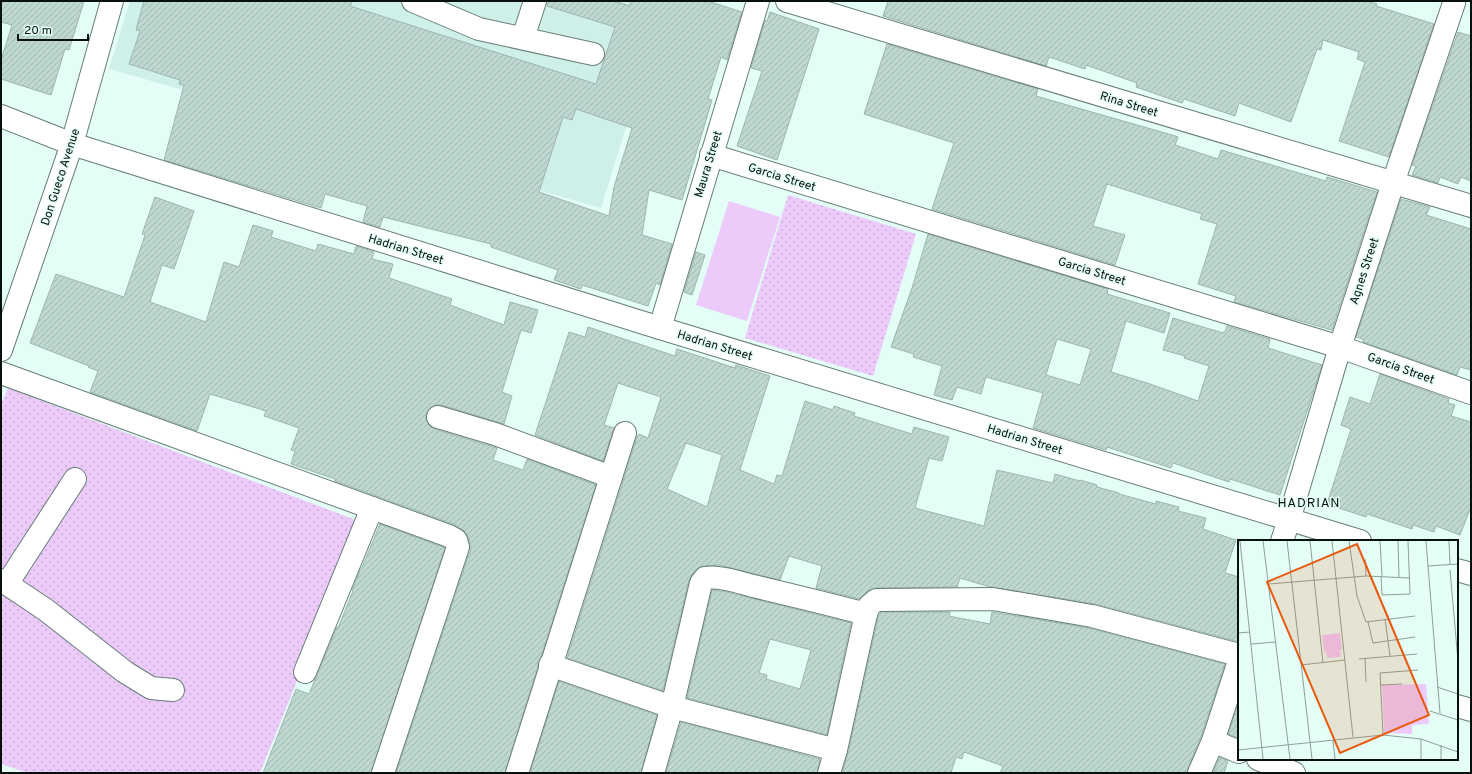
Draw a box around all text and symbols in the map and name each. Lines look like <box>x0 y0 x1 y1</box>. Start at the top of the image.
scale bar <box>18 16 88 42</box>
text: 20 m <box>24 23 52 39</box>
street label: Rina Street <box>1098 89 1160 121</box>
street label: Don Gueco Avenue <box>38 127 84 228</box>
street label: Maura Street <box>691 129 727 200</box>
street label: Garcia Street <box>746 160 818 196</box>
street label: Hadrian Street <box>366 231 445 269</box>
street label: Agnes Street <box>1347 236 1383 307</box>
street label: Garcia Street <box>1056 254 1128 290</box>
street label: Hadrian Street <box>675 327 754 365</box>
street label: Garcia Street <box>1365 349 1436 388</box>
street label: Hadrian Street <box>985 421 1064 459</box>
district label: HADRIAN <box>1277 496 1341 512</box>
inset map <box>1238 540 1458 760</box>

■ Task objective: Without including the pictures, copy all of the data exactly.

■ Completed task:
Draw a box around all text and symbols in the map and name each. Lines look like <box>x0 y0 x1 y1</box>. Start at the top of the image.
scale bar <box>18 16 88 42</box>
text: 20 m <box>24 23 52 39</box>
street label: Rina Street <box>1098 89 1160 121</box>
street label: Don Gueco Avenue <box>38 127 84 228</box>
street label: Maura Street <box>691 129 727 200</box>
street label: Garcia Street <box>746 160 818 196</box>
street label: Hadrian Street <box>366 231 445 269</box>
street label: Agnes Street <box>1347 236 1383 307</box>
street label: Garcia Street <box>1056 254 1128 290</box>
street label: Hadrian Street <box>675 327 754 365</box>
street label: Garcia Street <box>1365 349 1436 388</box>
street label: Hadrian Street <box>985 421 1064 459</box>
district label: HADRIAN <box>1277 496 1341 512</box>
inset map <box>1238 540 1458 760</box>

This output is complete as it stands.